Archive for June 30th, 2006

Dust settles after Fed announcement

Friday, June 30th, 2006

The U.S. central bank raised its key federal funds rate by a quarter percentage point to a five-year high of 5.25 percent, as expected, on Thursday but dropped a phrase from its previous outlook statement that further policy firming may yet be needed. So it seems that the Fed may feel it’s done enough for a while.

The dust will settle and the markets will pour through the statement for the next few days trying to figure out every nuance and look for hints about potential further increases next month.

According to Reuters Anthony Chan, senior economist at JP Morgan Private Client Services in Columbus, Ohio said: The magnitude of the rally yesterday is weighing on futures this morning and that Stock trading may be lackluster.

However, the dollar continued to fall on Friday, adding to the sharp losses of the previous day prompted by expectations that US interest rates will soon be held in check after two years of steady increases.

In Europe the FT reported analysts at BNP Paribas that: The dollar will lose its interest-rate support and cyclical growth support here [Europe].

As we outlined in our previous article, the market has pretty much taken the increase in its stride, with lack lustre expectations this afternoon on the stock market. However, by Tuesday we think that the market will have forgotten about the rates rise and be bracing itself for indicators of which way the rates will go next month, if a week is a long time in politics, then a month is an age on the stock market. Although we didn’t expect it, we did feel that a 50 point rise would have rid the market of uncertainty and volatility until the end of the year at least.

With lighter trading expected over the summer months we predict it’ll be a roller coaster ride. Better strap yourself in.

Ben blows it

Friday, June 30th, 2006

Well, it was like waking up on Christmas day and finding all the presents you’d asked for downstairs. Nice but … well .. quite dull.

So Ben Bernanke and his crew at the Fed decided to raise rates by 25 points, not nice for borrowers, but no real surprise.

We expect that the market will blow a raspberry at this ‘expected’ increase and treat it with the respect it deserves -  ie ignore it. However, the real missed opportunity is that this could have been a great chance to nip everything in the bud. As it stands, we will now expect another painfully slow increase next month, and hence more prolonged uncertainty - and then another increase sometime in the next three months.

Had Bernanke increased it by 50 points then it would have sent a strong message to the market - and reduced the likelihood of further increases in the future - the markets would have tumbled a bit, but then quickly returned on trajectory, now we’ve got six months of… well… who knows. Surely Bernanke should have learnt from Greenspan’s failure to respond to the dot com bubble six years ago and reacted sooner rather than later as the Fed always seems to.

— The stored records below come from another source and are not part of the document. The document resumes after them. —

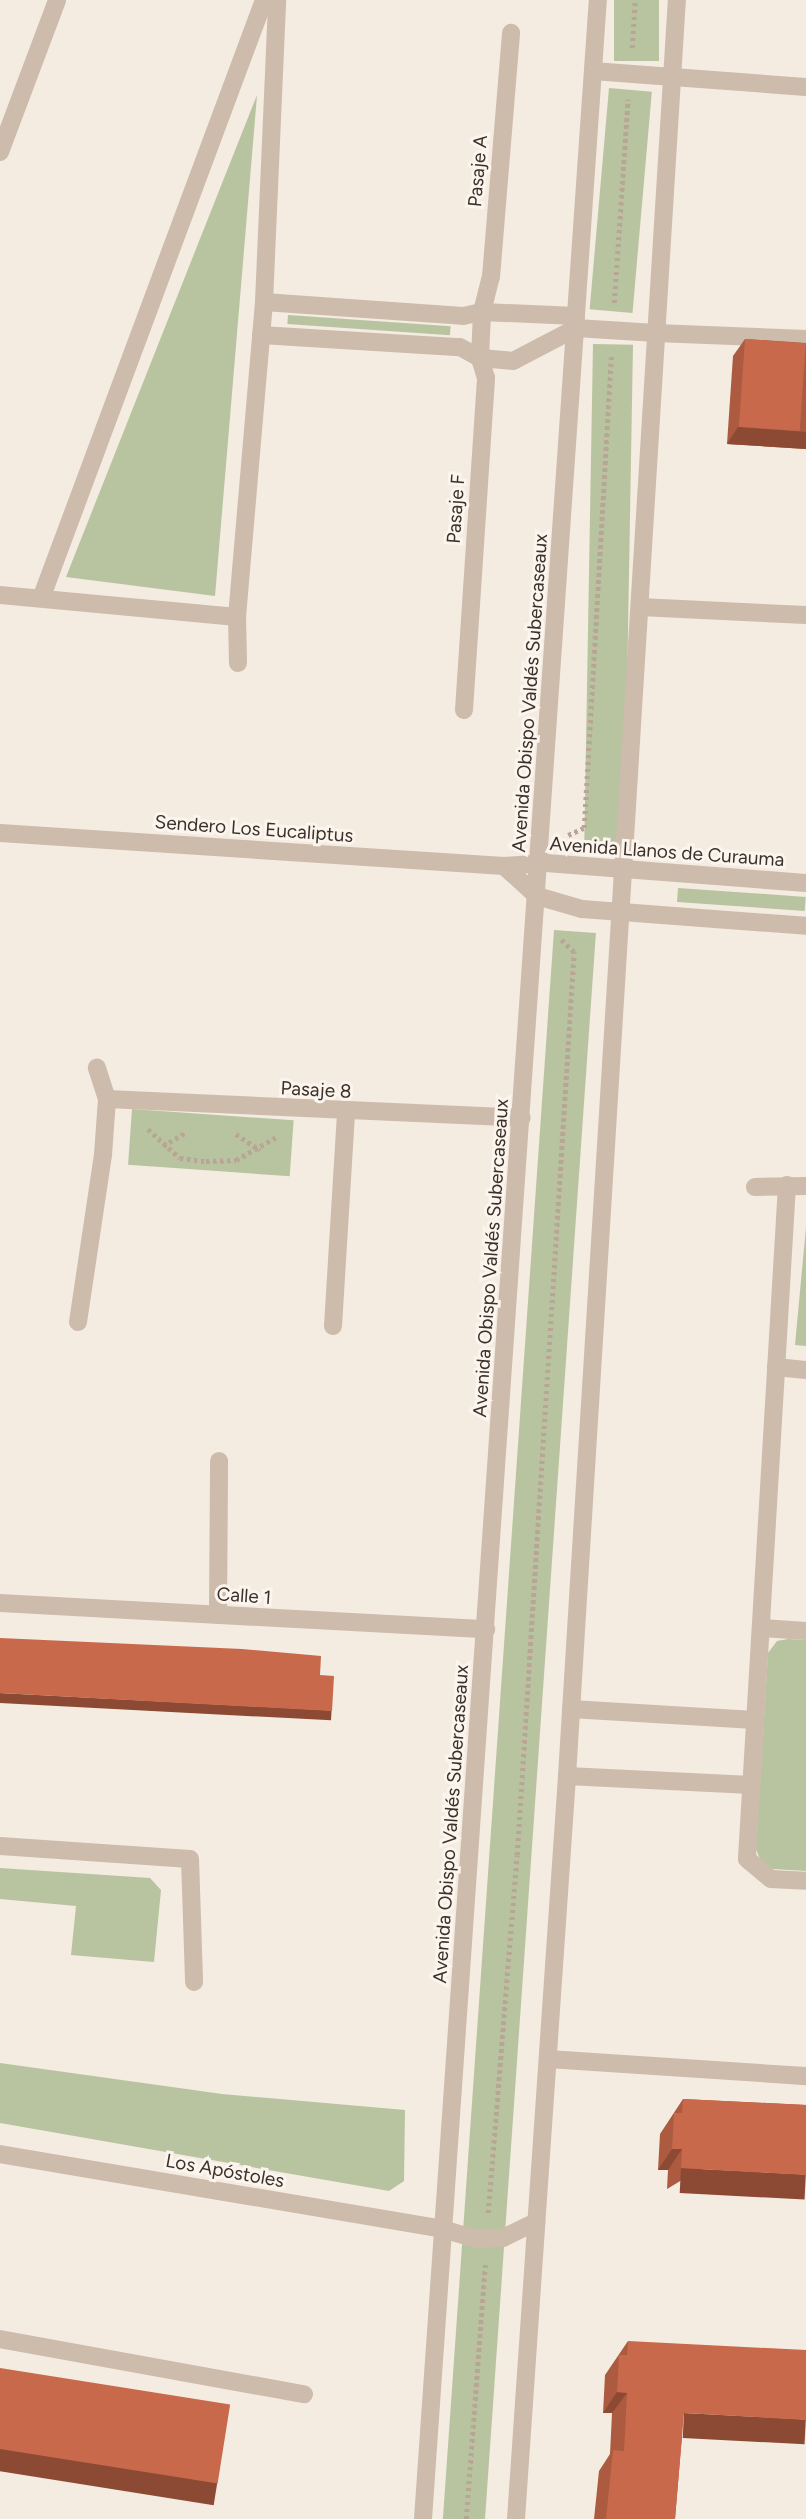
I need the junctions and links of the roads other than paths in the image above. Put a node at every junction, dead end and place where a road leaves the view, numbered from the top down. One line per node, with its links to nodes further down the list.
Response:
1 (57, 0): 10 (street)
2 (264, 0): 19 (street)
3 (277, 0): 11 (street)
4 (598, 0): 7 (street, Avenida Obispo Valdés Subercaseaux)
5 (677, 0): 8 (street)
6 (511, 33): 12 (street, Pasaje A)
7 (593, 71): 8 (street); 13 (street, Avenida Obispo Valdés Subercaseaux)
8 (673, 77): 9 (street); 14 (street)
9 (806, 87)
10 (0, 152)
11 (264, 302): 12 (street); 15 (street)
12 (482, 312): 13 (street); 17 (street, Pasaje F)
13 (576, 322): 14 (street); 17 (street); 26 (street, Avenida Obispo Valdés Subercaseaux)
14 (656, 333): 16 (street); 20 (street)
15 (261, 335): 17 (street); 22 (street)
16 (806, 339)
17 (480, 358): 24 (street, Pasaje F)
18 (0, 595): 19 (street)
19 (42, 596): 22 (street)
20 (640, 607): 21 (street); 28 (street)
21 (806, 615)
22 (237, 617): 23 (street)
23 (238, 663)
24 (464, 710)
25 (0, 833): 27 (street, Sendero Los Eucaliptus)
26 (545, 864): 27 (street, Avenida Llanos de Curauma); 28 (street, Avenida Llanos de Curauma); 30 (street, Avenida Obispo Valdés Subercaseaux)
27 (504, 866): 30 (street)
28 (622, 869): 29 (street, Avenida Llanos de Curauma); 31 (street)
29 (806, 883)
30 (543, 899): 31 (street); 36 (street, Avenida Obispo Valdés Subercaseaux)
31 (618, 913): 32 (street); 50 (street)
32 (806, 926)
33 (97, 1068): 34 (street)
34 (107, 1099): 35 (street, Pasaje 8); 40 (street)
35 (346, 1114): 36 (street, Pasaje 8); 41 (street)
36 (523, 1118): 48 (street, Avenida Obispo Valdés Subercaseaux)
37 (787, 1185): 38 (street); 39 (street); 42 (street)
38 (806, 1186)
39 (755, 1187)
40 (78, 1322)
41 (333, 1326)
42 (776, 1367): 43 (street); 47 (street)
43 (806, 1370)
44 (219, 1461): 46 (street)
45 (0, 1603): 46 (street, Calle 1)
46 (218, 1615): 48 (street, Calle 1)
47 (762, 1628): 49 (street); 51 (street)
48 (486, 1629): 61 (street, Avenida Obispo Valdés Subercaseaux)
49 (806, 1631)
50 (571, 1709): 51 (street); 52 (street)
51 (755, 1720): 53 (street)
52 (567, 1776): 53 (street); 57 (street)
53 (751, 1785): 55 (street)
54 (0, 1846): 56 (street)
55 (806, 1881)
56 (194, 1982)
57 (548, 2059): 58 (street); 60 (street)
58 (806, 2076)
59 (0, 2154): 61 (street, Los Apóstoles)
60 (536, 2222): 61 (street, Los Apóstoles); 65 (street)
61 (443, 2229): 64 (street, Avenida Obispo Valdés Subercaseaux)
62 (0, 2339): 63 (street)
63 (304, 2395)
64 (422, 2519)
65 (516, 2519)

Bernanke still has to prove his spurs in our view – we give him 6/10 this time around.

Reset your watches - Microsoft announces another delay

Friday, June 30th, 2006

Surely, please, the next announcement from Microsoft will be that finally, yes finally they’ve released something - anything  - on time. This afternoon Microsoft announced it was to delay yet another key product – Office 2007.

Microsoft said it will now aim for a launch of Office 2007 to business customers by the end of 2006 rather than an earlier target of October. Microsoft also said it would delay the general availability of the Office upgrade to early 2007 from its previous January target.

Somehow perversely, this seems OK, releasing Office 2007 in 2007 rather than 2006 seems to make sense, though let’s forget the title and realize that this is another product well behind schedule. What is Microsoft up to?

Office and its OS account for over 50% of Microsoft’s revenue, so another delay will obviously impact on the bottom line.

Sadly Microsoft has already ‘flat-lined’ over the last five years, actually returning a negative result for investors. So is the problem Gates or Ballmer, and is it time for a more radical overhaul.

We think that Microsoft needs to loose, rather than gain. Its company is now bloated and bureaucratic  - innovation, where it was, is now in a quagmire and dead. Microsoft needs to deliver something at least – it really needs to look a few hundred miles south towards Cupertino, it needs to figure out how Apple is beating it with less than a tenth of the R&D budget.

Mr. Gates – leave now or fix it – don’t leave Microsoft in quicksand for the next two years.